# MEGA VIV BUILD (step 3)



## monitor mad (Jun 16, 2008)

First stage to extending viv









Second stage of build , roof of viv and some of the floor done

































Not to far off now , rest of the flooring to be sealed , glass to go in and viv heaters and 2 more spotlights , should have this up and running by monday , i will post completed pic's then , cheers for looking :2thumb:


----------



## Jb1432 (Apr 19, 2008)

MM, looking fan:censor:tastic mate! Cant wait to see it finished  Well done and good luck with the rest of it, wish me luck too ive got £20 saying arsenal beat hull tonight :lol2:


----------



## midnightworrior (Jul 25, 2005)

monitor mad said:


> First stage to extending viv
> 
> 
> 
> ...


Looking sweet pal.....Your lass will think you have moved out when its finished :lol2:


----------



## Spence1 (Oct 21, 2008)

Looking good MM, keep up the good work :no1: If you decided to change your mind about the viv, you could rent that loft out for about £400 a month in the current economic climate :lol2:

Alex


----------



## Jb1432 (Apr 19, 2008)

Spence1 said:


> Looking good MM, keep up the good work :no1: If you decided to change your mind about the viv, you could rent that loft out for about £400 a month in the current economic climate :lol2:
> 
> Alex


 
Could fit about 20 polish people up there! :lol2:


----------



## Taxemic (Aug 13, 2008)

You do realise you may need a DPA to keep Veloceraptors? That's Dangerous Prehistoric Animal by the way. 

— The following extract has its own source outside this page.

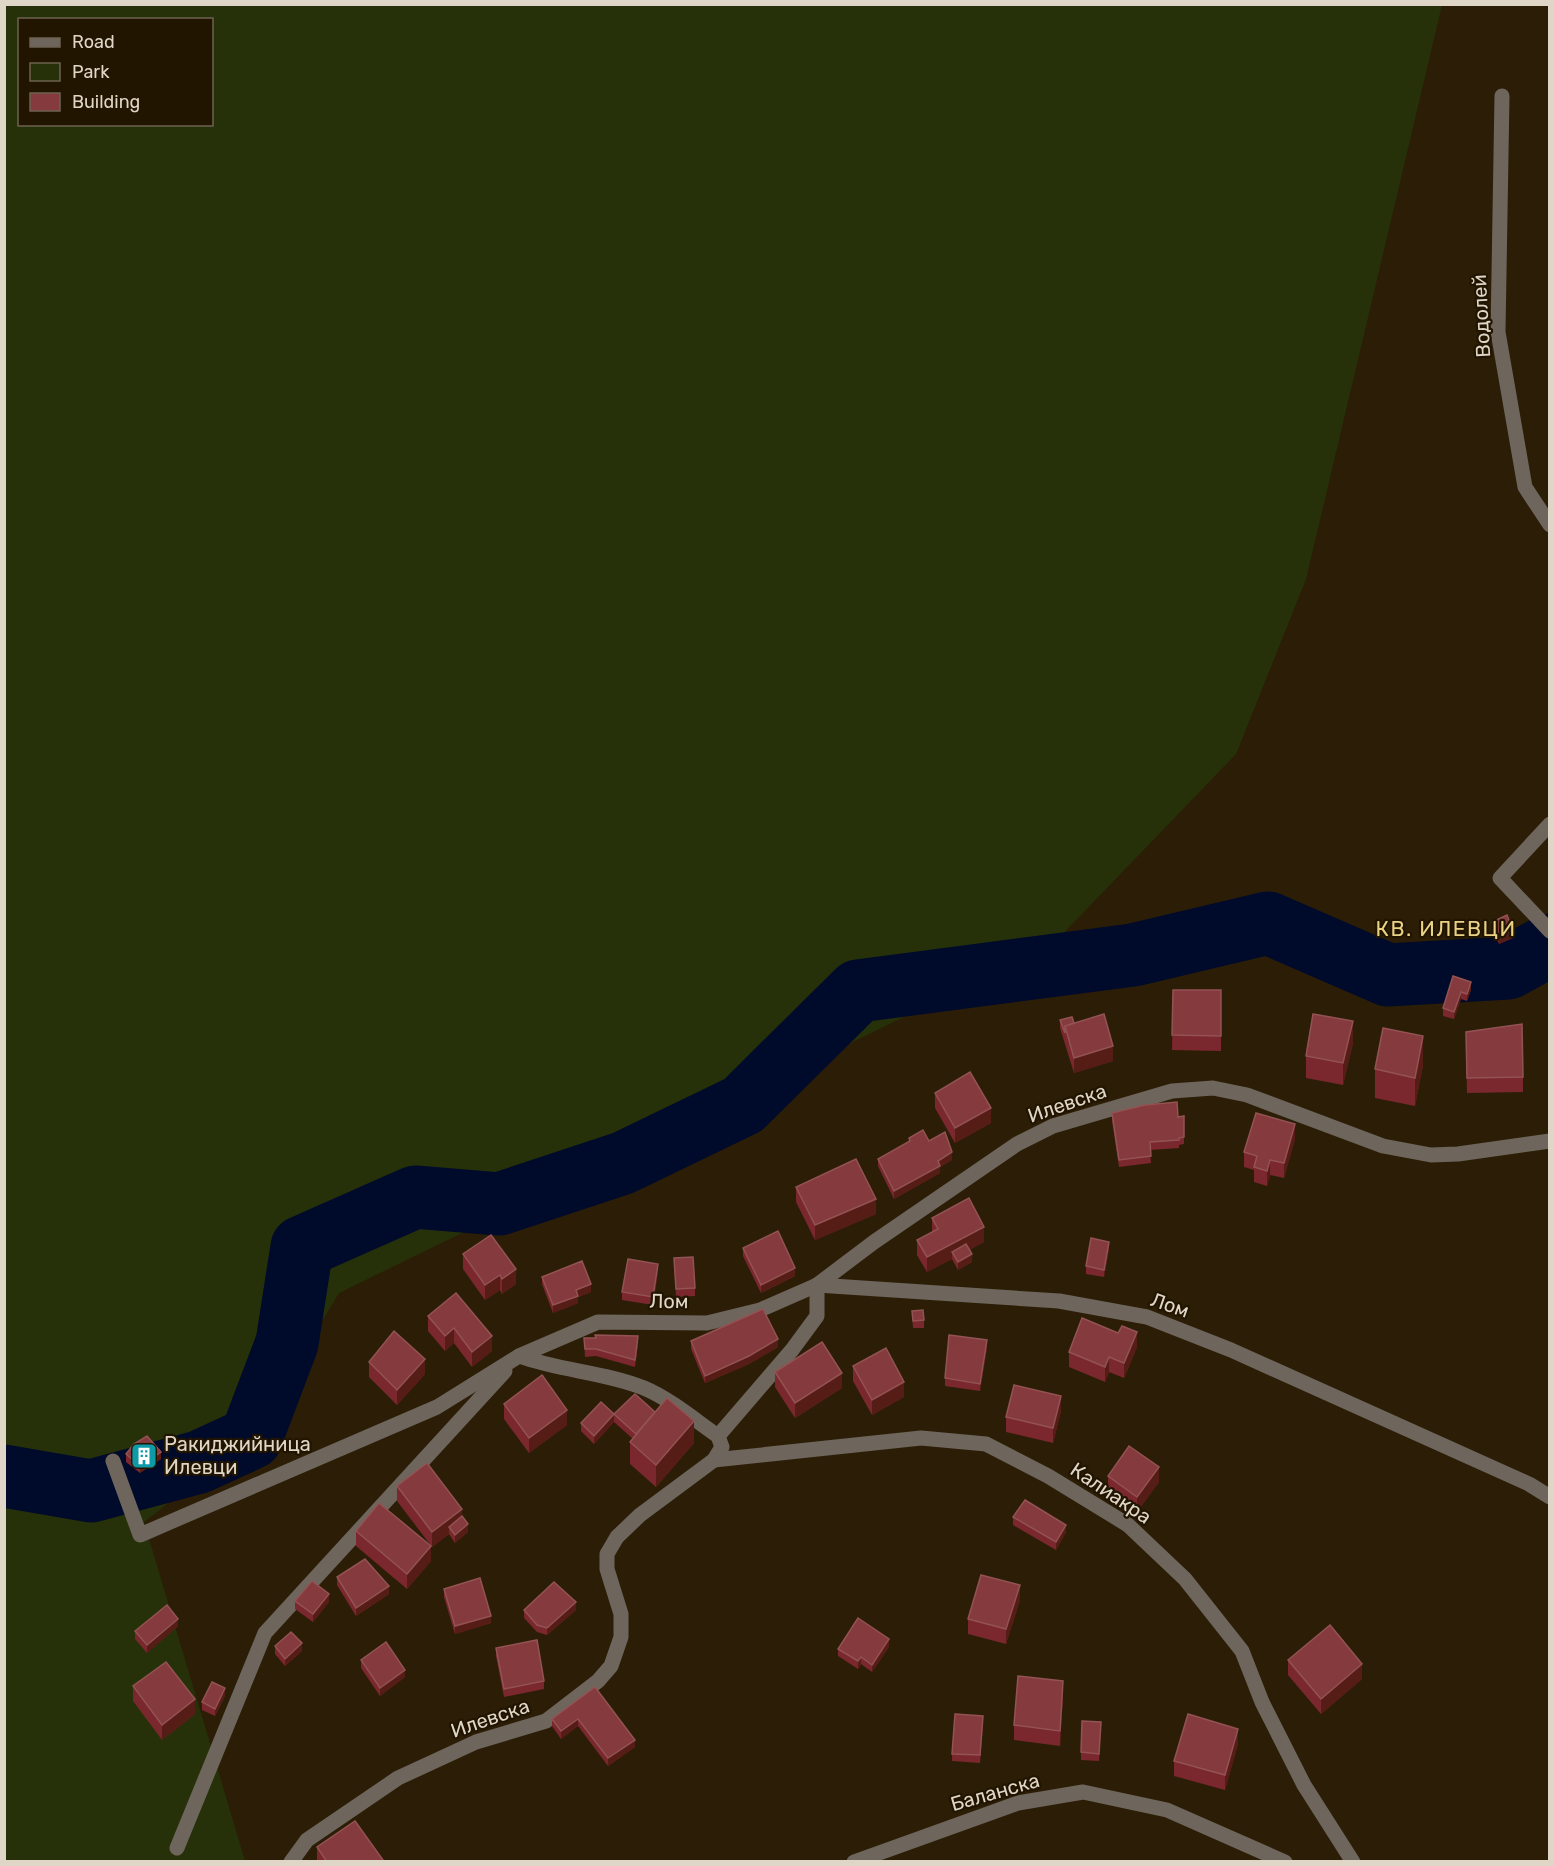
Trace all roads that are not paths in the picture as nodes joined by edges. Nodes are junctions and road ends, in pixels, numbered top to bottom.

It looks brilliant. You could keep an Elephant in there!


----------



## chucketeechuckstah (Sep 21, 2007)

monitor mad said:


> First stage to extending viv
> 
> 
> 
> ...


 
im loving it m8 well done :no1:


----------



## ShaneLuvsMonitors (Sep 27, 2008)

A testatment to the dedication and commitment you have to your monitors MM 

:no1::2thumb:


----------



## monitor mad (Jun 16, 2008)

ShaneLuvsMonitors said:


> A testatment to the dedication and commitment you have to your monitors MM
> 
> :no1::2thumb:


Thankyou :blush:


----------



## SNAKEWISPERA (Aug 27, 2007)

Welldone dude... looks great.

Police shall think its a farm LOL


----------



## martin day (May 18, 2006)

thats going to be great m8 i cant wait to see the finished pics


----------



## chondro13 (Aug 18, 2008)

wow that is looking incredible - its the size of a bedroom!

you have the luckiest monitors in the UK! :no1:


----------



## Razaiel (Oct 17, 2006)

That's looking great, MM - and I see you already have a most unique varanid already moved in (pics 3 & 4) 

Wish I was allowed to use our attic for something more than a place to park all the trash we'll never use :whistling2:


----------



## lophius (Jan 6, 2008)

what are you doing for water supply up there ?

I like the idea of loft conversion for a viv - although my office already looks like pet shop !!

have you sealed the floor?

looks good - what are the dimensions? 

(i've just followed the link from the M&T post) - you salvator is ace !

carl


----------



## monitor mad (Jun 16, 2008)

lophius said:


> what are you doing for water supply up there ?
> 
> I like the idea of loft conversion for a viv - although my office already looks like pet shop !!
> 
> ...


Cheers carl , the water supply is in an offshoot of the viv with a seperate access door for ease of water changing with a removable pipe to the bathroom to drain the water , floor sealed with plastic coated zink sheets with fablon on as well measures 18ft x 10ft :2thumb:


----------



## TCReptile (Sep 9, 2008)

Looking really good :2thumb: You've got some very spoilt monitors!


----------



## Hobgoblin (Apr 13, 2007)

WOW.......

Cant wait to see the finished pic's.....:mf_dribble:

Its like the lizard penthouse..........


----------



## monitor mad (Jun 16, 2008)

Hobgoblin said:


> WOW.......
> 
> Cant wait to see the finished pic's.....:mf_dribble:
> 
> Its like the lizard penthouse..........


Thanks mate it's getting there : victory:


----------



## philipniceguy (Mar 31, 2008)

looks great i love the idea of zinc sheets they cant scratch though it and its easy to wipe clean costs alot i bet though. I cant wait to see the finished viv with water area and that.keep up the good work mate


----------



## kevin cross (Mar 25, 2008)

mate that looks totally awesome, cant wait to see it finished :2thumb:


----------



## Pythonman14 (Jan 7, 2009)

can i move in with your monitor cause his room im pretty sure is larger then my bedroom PLEASE........



:lol2:


----------